◆ **GOAL OF THE EXERCISE**
Report every line of the records that includes the word "Rathbun".

(Stored data entries)
*** Begin section ***
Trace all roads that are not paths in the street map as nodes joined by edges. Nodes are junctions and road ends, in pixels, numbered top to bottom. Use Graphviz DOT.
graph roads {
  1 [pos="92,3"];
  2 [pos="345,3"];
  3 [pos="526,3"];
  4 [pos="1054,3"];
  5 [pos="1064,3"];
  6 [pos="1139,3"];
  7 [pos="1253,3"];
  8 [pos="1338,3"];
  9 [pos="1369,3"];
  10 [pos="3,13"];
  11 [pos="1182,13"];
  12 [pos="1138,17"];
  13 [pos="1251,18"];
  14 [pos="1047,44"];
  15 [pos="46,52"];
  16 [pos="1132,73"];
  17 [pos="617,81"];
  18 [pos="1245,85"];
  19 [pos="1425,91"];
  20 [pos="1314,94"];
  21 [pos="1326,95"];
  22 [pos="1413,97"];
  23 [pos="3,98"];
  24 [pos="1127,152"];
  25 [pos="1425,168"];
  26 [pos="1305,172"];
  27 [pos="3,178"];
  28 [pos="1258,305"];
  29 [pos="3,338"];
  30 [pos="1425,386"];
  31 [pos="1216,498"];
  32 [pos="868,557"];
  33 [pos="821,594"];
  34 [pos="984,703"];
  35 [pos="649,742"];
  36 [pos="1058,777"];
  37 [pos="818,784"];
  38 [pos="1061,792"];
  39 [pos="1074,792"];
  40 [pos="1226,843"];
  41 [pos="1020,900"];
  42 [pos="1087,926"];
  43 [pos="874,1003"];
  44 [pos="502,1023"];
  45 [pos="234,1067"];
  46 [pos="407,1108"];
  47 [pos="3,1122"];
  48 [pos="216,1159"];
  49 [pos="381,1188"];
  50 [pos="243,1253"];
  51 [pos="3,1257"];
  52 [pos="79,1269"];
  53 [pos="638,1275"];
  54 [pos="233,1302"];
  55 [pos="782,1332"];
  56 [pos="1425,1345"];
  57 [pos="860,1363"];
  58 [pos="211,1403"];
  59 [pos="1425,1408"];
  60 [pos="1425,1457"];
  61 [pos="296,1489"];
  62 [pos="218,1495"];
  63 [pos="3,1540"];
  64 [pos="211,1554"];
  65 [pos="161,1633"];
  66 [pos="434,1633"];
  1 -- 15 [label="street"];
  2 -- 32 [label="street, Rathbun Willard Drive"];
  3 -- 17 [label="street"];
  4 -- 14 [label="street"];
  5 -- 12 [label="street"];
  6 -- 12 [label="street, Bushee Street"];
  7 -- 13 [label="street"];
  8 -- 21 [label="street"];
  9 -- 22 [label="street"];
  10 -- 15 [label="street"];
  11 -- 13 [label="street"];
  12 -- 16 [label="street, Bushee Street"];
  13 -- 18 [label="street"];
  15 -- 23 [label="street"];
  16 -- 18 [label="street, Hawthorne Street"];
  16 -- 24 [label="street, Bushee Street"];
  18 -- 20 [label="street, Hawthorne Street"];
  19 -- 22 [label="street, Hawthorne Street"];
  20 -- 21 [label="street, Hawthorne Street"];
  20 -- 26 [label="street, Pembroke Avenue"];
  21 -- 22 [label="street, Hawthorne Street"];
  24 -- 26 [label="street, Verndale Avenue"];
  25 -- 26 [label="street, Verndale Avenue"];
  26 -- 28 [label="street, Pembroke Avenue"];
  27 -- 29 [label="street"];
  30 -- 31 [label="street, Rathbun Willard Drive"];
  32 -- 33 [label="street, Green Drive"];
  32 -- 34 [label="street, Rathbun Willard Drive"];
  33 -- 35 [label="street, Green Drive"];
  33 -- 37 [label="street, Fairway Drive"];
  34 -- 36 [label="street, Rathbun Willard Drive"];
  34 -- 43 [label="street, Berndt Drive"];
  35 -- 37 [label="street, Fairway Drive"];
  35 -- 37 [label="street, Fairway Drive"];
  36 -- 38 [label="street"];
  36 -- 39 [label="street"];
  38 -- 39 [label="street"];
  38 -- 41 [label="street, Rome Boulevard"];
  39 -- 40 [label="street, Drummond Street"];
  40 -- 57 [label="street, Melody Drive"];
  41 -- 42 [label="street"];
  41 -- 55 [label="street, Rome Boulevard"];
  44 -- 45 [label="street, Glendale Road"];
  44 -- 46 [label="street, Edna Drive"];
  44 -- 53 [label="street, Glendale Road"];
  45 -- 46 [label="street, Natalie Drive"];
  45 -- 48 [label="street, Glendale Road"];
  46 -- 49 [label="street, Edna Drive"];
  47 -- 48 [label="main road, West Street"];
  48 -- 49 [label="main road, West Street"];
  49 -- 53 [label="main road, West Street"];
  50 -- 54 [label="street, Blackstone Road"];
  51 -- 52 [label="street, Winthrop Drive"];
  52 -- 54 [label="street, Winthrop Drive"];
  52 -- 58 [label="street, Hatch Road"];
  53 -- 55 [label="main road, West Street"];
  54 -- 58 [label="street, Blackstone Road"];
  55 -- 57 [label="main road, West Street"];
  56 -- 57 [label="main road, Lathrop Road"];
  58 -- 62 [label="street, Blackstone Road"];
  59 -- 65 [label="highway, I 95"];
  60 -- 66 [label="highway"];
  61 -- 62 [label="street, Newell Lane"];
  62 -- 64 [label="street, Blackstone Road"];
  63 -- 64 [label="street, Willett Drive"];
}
*** End section ***
◆ **RESULT OF THIS TASK**
  2 -- 32 [label="street, Rathbun Willard Drive"];
  30 -- 31 [label="street, Rathbun Willard Drive"];
  32 -- 34 [label="street, Rathbun Willard Drive"];
  34 -- 36 [label="street, Rathbun Willard Drive"];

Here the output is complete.